START Provided data

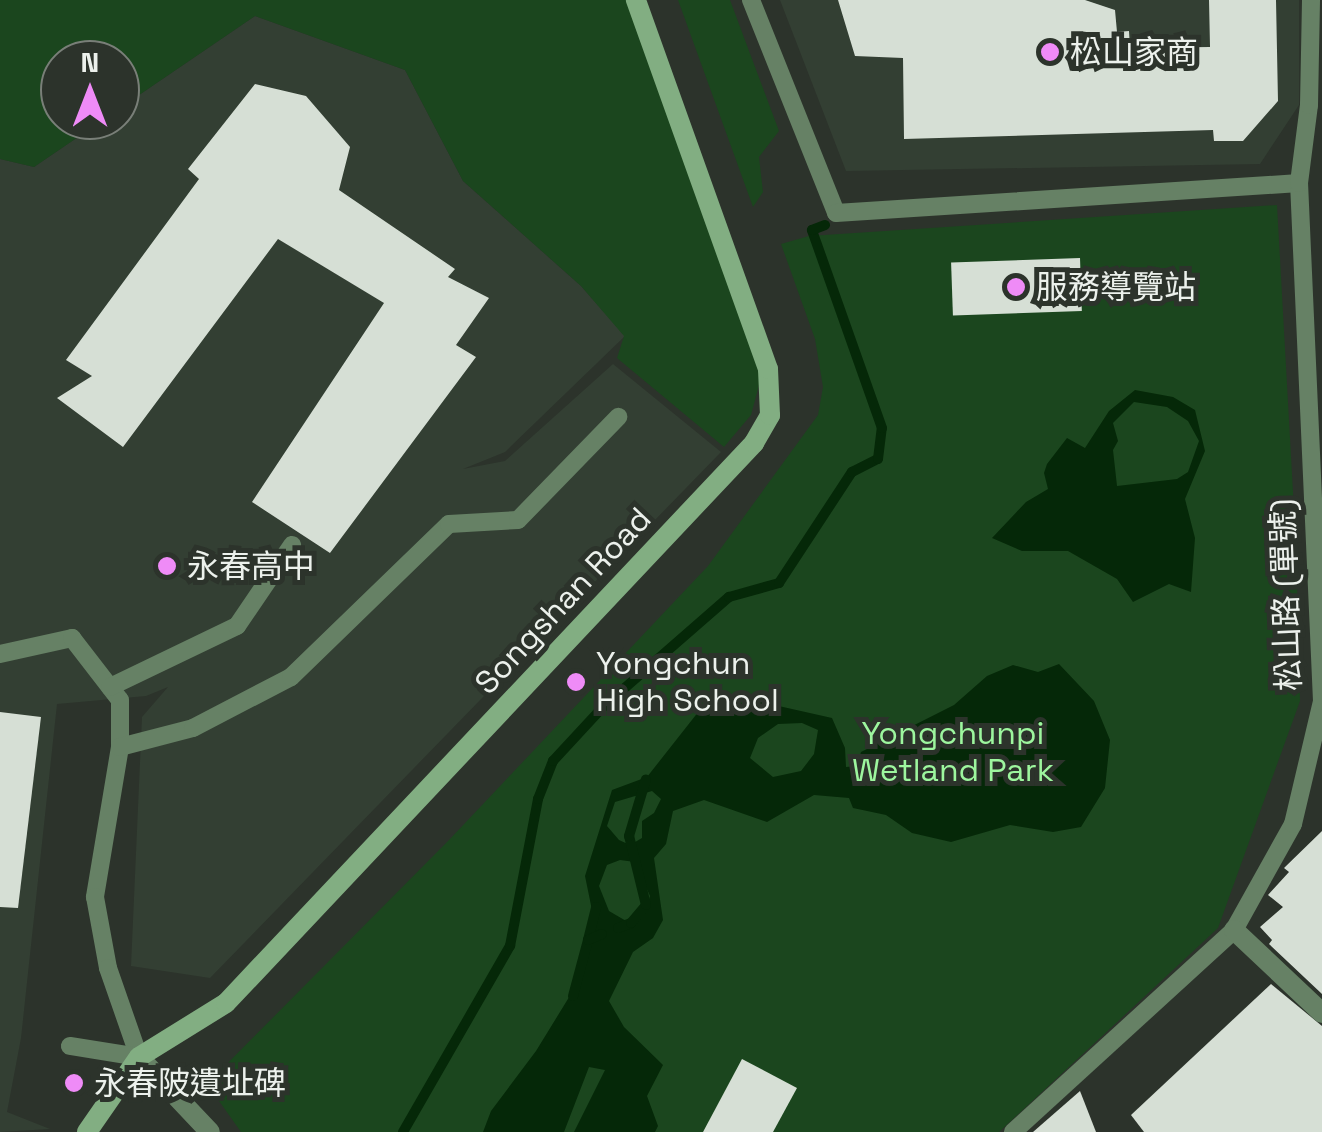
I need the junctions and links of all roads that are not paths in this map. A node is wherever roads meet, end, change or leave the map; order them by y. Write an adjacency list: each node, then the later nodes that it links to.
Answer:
1 (636, 0): 13 (street, Songshan Road)
2 (752, 0): 4 (lane)
3 (1312, 0): 4 (lane, 松山路 (單號))
4 (1299, 183): 10 (lane, 松山路 (單號))
5 (618, 417): 9 (lane)
6 (292, 545): 8 (lane)
7 (0, 654): 8 (lane)
8 (110, 687): 9 (lane)
9 (120, 747): 13 (lane)
10 (1234, 930): 11 (street); 16 (lane, 松山路 (單號))
11 (1322, 1013)
12 (70, 1046): 13 (lane)
13 (140, 1057): 14 (street, Songshan Road); 15 (street)
14 (87, 1132)
15 (210, 1132)
16 (1012, 1132)

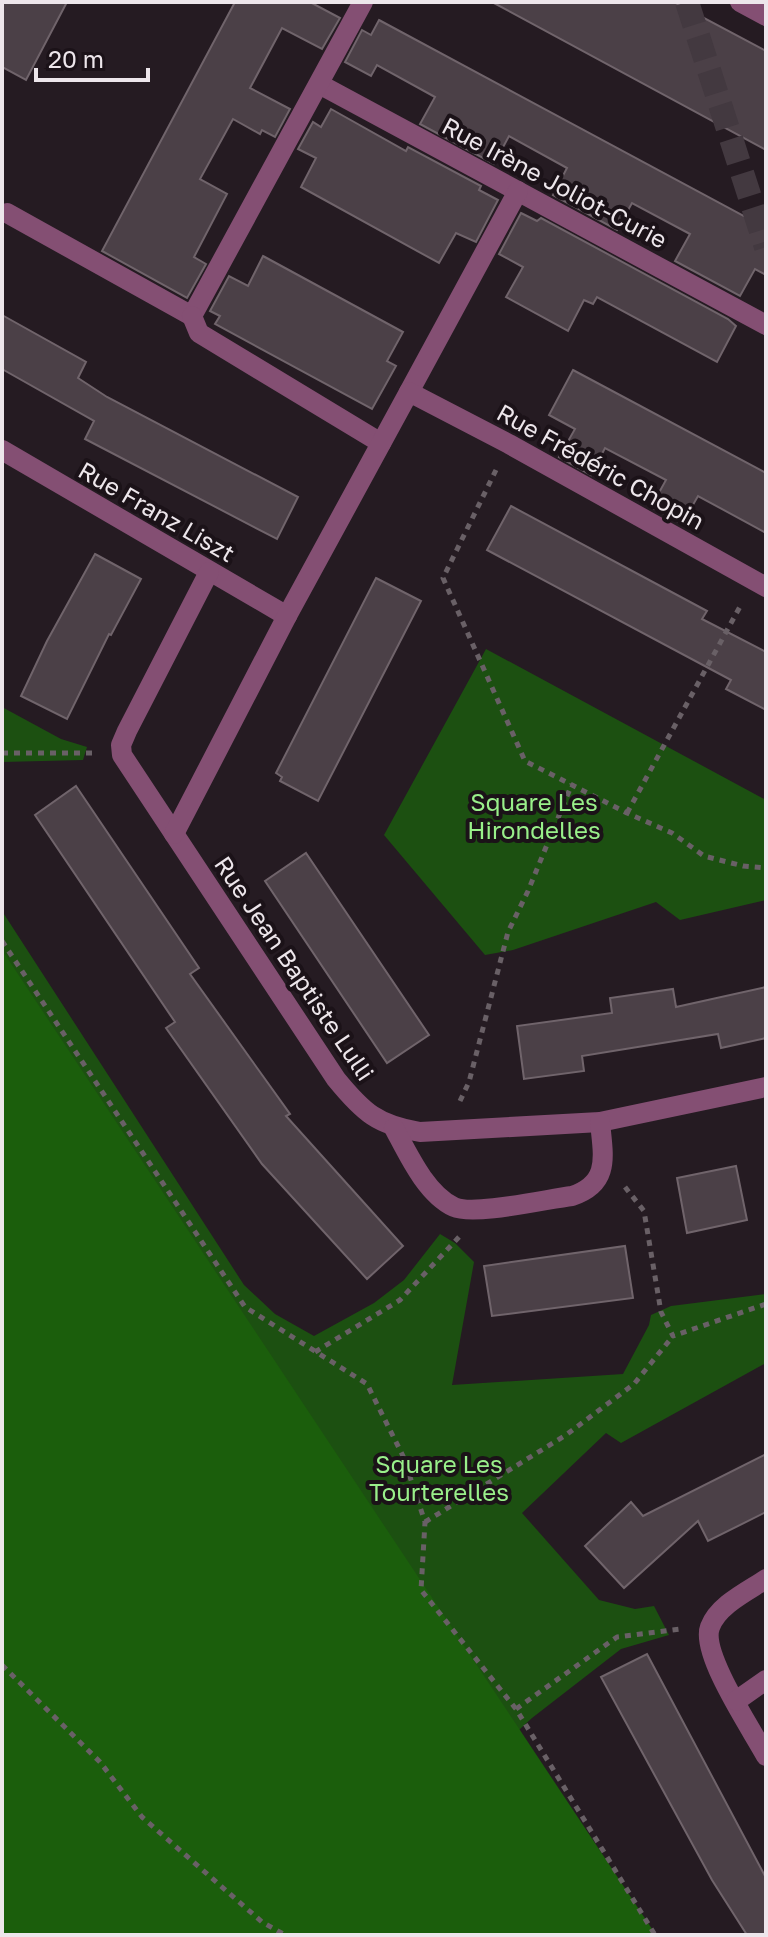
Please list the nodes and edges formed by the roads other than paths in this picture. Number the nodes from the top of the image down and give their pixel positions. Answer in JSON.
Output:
{"nodes":[{"id":1,"x":363,"y":2,"type":"edge"},
{"id":2,"x":740,"y":2,"type":"edge"},
{"id":3,"x":766,"y":16,"type":"edge"},
{"id":4,"x":319,"y":84,"type":"junction"},
{"id":5,"x":518,"y":191,"type":"junction"},
{"id":6,"x":7,"y":213,"type":"dead end"},
{"id":7,"x":192,"y":316,"type":"junction"},
{"id":8,"x":766,"y":325,"type":"edge"},
{"id":9,"x":409,"y":392,"type":"junction"},
{"id":10,"x":381,"y":443,"type":"junction"},
{"id":11,"x":2,"y":450,"type":"edge"},
{"id":12,"x":209,"y":572,"type":"junction"},
{"id":13,"x":761,"y":584,"type":"edge"},
{"id":14,"x":287,"y":616,"type":"junction"},
{"id":15,"x":174,"y":834,"type":"junction"},
{"id":16,"x":766,"y":1087,"type":"edge"},
{"id":17,"x":600,"y":1122,"type":"junction"},
{"id":18,"x":394,"y":1128,"type":"junction"},
{"id":19,"x":766,"y":1579,"type":"edge"},
{"id":20,"x":766,"y":1680,"type":"edge"},
{"id":21,"x":736,"y":1701,"type":"junction"},
{"id":22,"x":766,"y":1756,"type":"edge"}],
"edges":[{"from":1,"to":4,"type":"street"},
{"from":2,"to":3,"type":"street"},
{"from":4,"to":5,"type":"street","name":"Rue Irène Joliot-Curie"},
{"from":4,"to":7,"type":"street"},
{"from":5,"to":8,"type":"street","name":"Rue Irène Joliot-Curie"},
{"from":5,"to":9,"type":"street"},
{"from":6,"to":7,"type":"street"},
{"from":7,"to":10,"type":"street"},
{"from":9,"to":10,"type":"street"},
{"from":9,"to":13,"type":"street","name":"Rue Frédéric Chopin"},
{"from":10,"to":14,"type":"street"},
{"from":11,"to":12,"type":"street","name":"Rue Franz Liszt"},
{"from":12,"to":14,"type":"street","name":"Rue Franz Liszt"},
{"from":12,"to":15,"type":"street","name":"Rue Jean Baptiste Lulli"},
{"from":14,"to":15,"type":"street"},
{"from":15,"to":18,"type":"street","name":"Rue Jean Baptiste Lulli"},
{"from":16,"to":17,"type":"street","name":"Rue Jean Baptiste Lulli"},
{"from":17,"to":18,"type":"street","name":"Rue Jean Baptiste Lulli"},
{"from":17,"to":18,"type":"street"},
{"from":19,"to":21,"type":"street"},
{"from":20,"to":21,"type":"street"},
{"from":21,"to":22,"type":"street"}]}
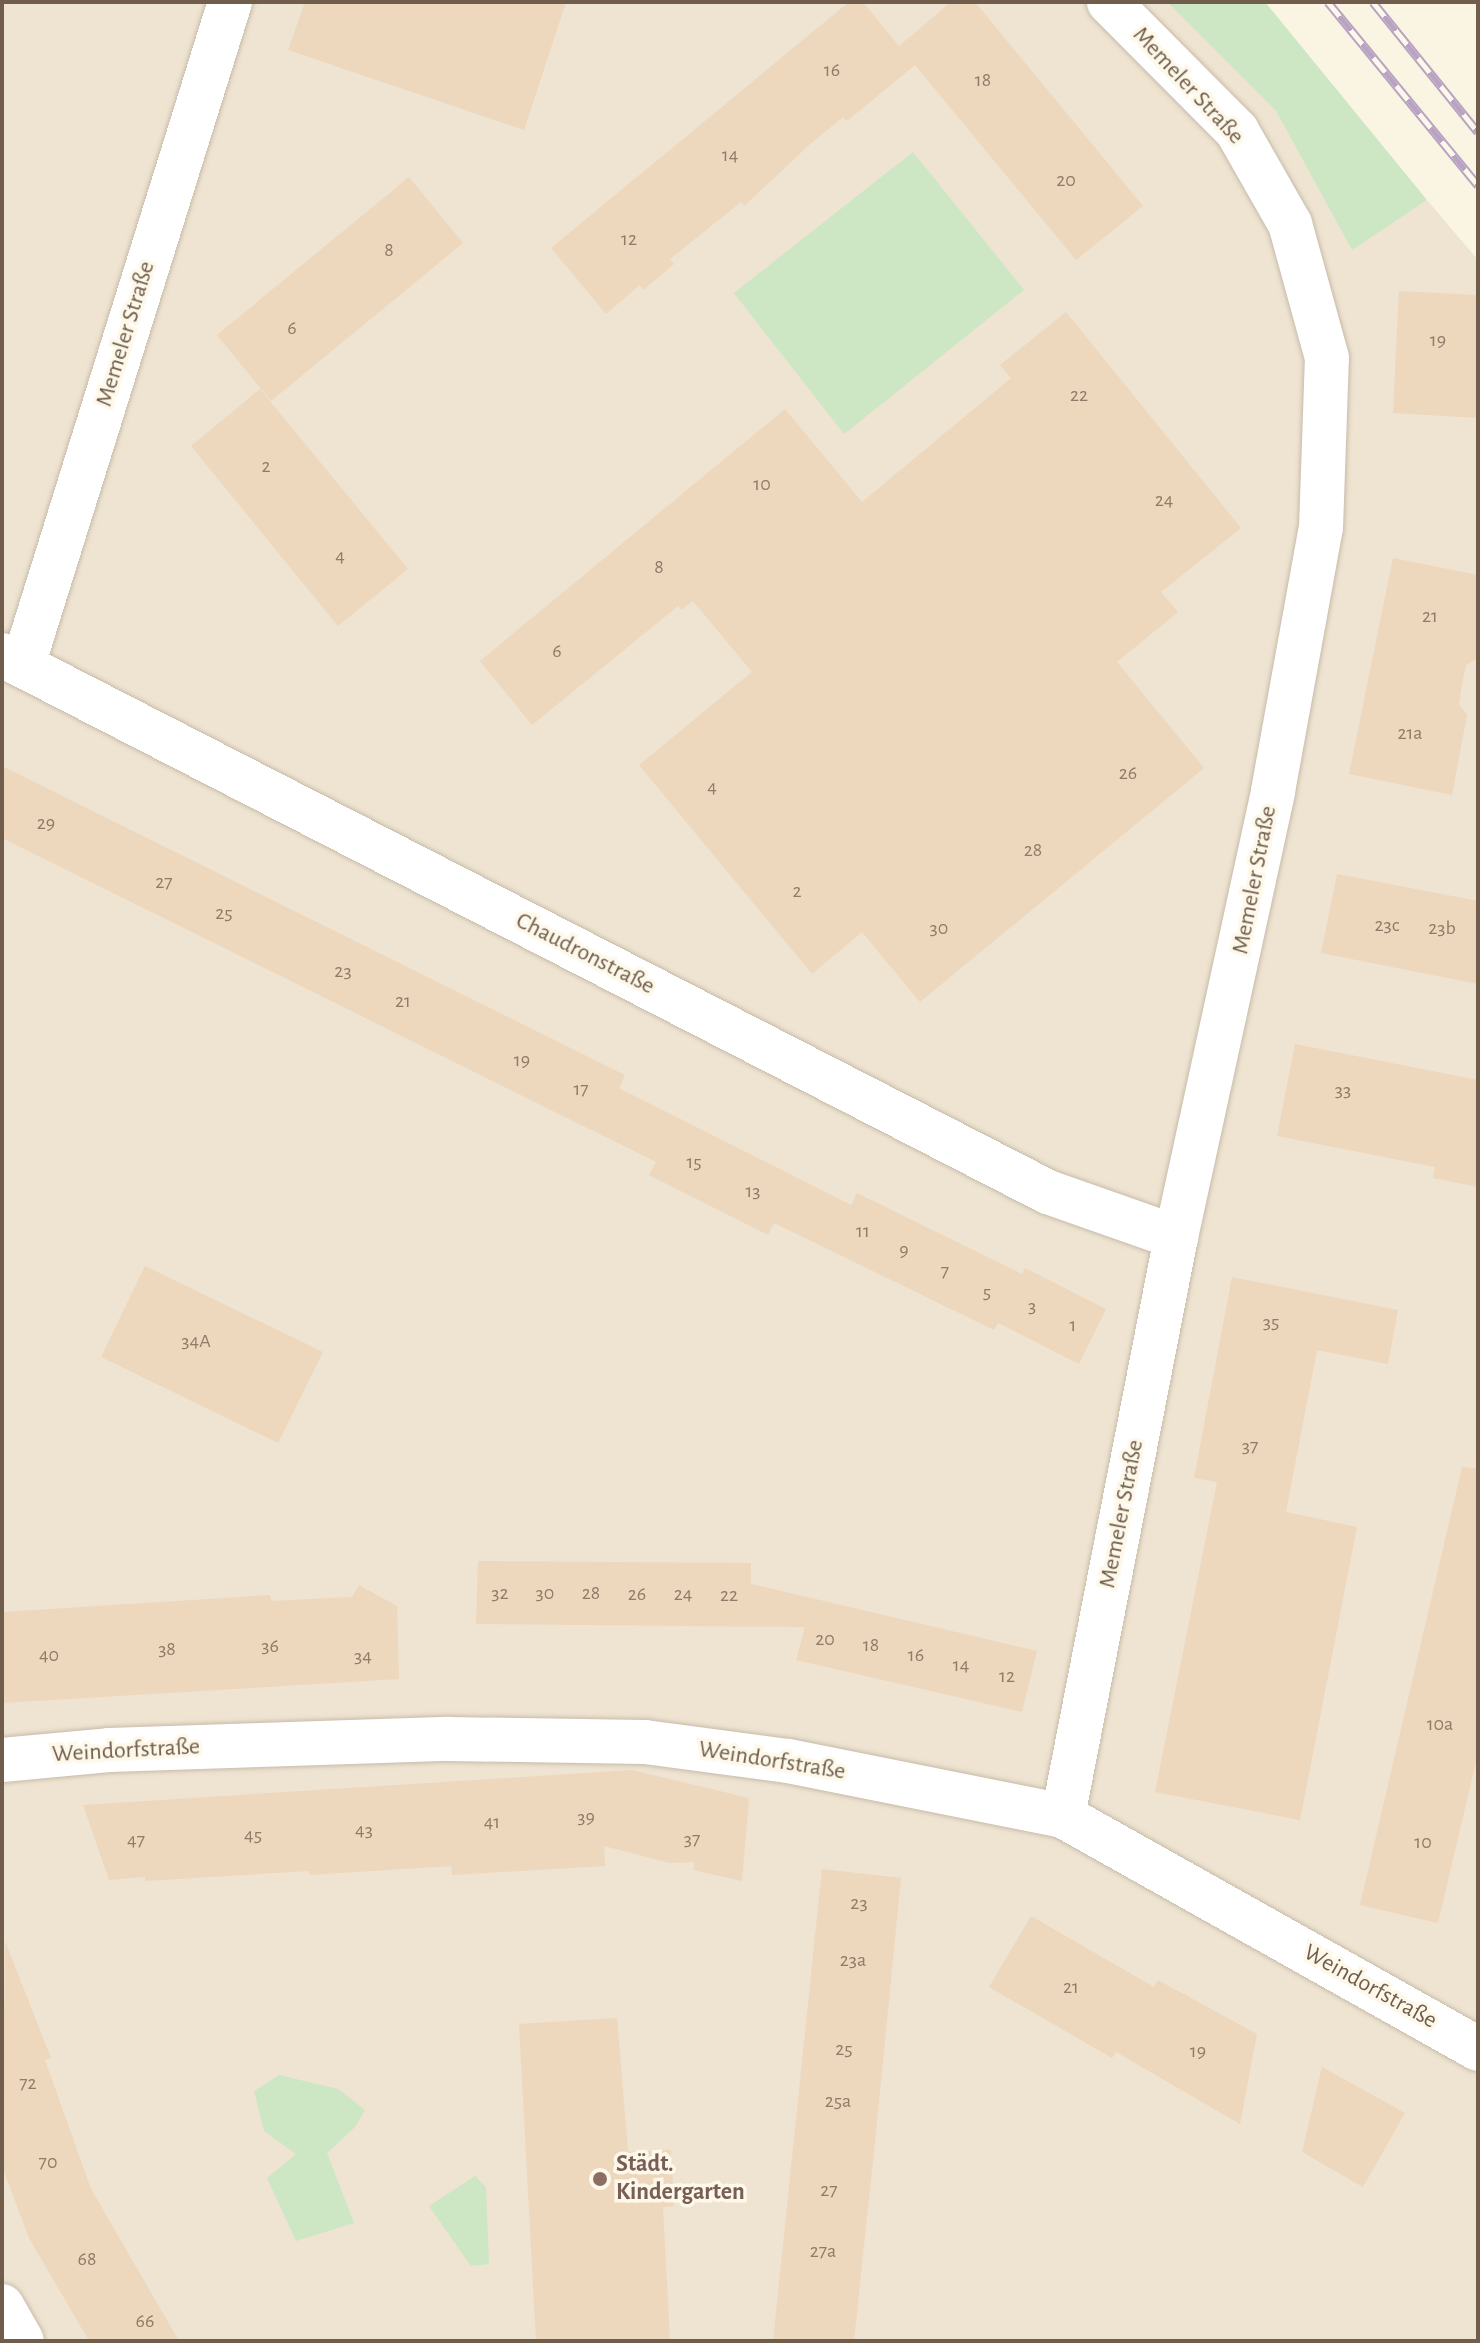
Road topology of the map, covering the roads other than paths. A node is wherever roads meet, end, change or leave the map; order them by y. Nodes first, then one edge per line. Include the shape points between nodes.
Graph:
1 (230, 2) edge
2 (1109, 2) edge
3 (13, 660) edge
4 (1176, 1237) junction
5 (2, 1760) edge
6 (1063, 1816) junction
7 (1478, 2049) edge
8 (2, 2306) edge
9 (22, 2341) edge

1 - 3 street, Memeler Straße
2 - 4 street, Memeler Straße via 1237,131 1290,224 1327,358 1321,528 1244,931
3 - 4 street, Chaudronstraße via 1048,1192
4 - 6 street, Memeler Straße
5 - 6 street, Weindorfstraße via 109,1750 449,1739 645,1742 788,1761
6 - 7 street, Weindorfstraße
8 - 9 street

END Provided data

#### [Try it]
Go line by line through the material above and return each one that includes "than".

#### [Reply to the exercise]
Please list the nodes and edges formed by the roads other than paths in this picture. Number the nodes from the top of the image down and give their pixel positions. Answer in JSON.
Road topology of the map, covering the roads other than paths. A node is wherever roads meet, end, change or leave the map; order them by y. Nodes first, then one edge per line. Include the shape points between nodes.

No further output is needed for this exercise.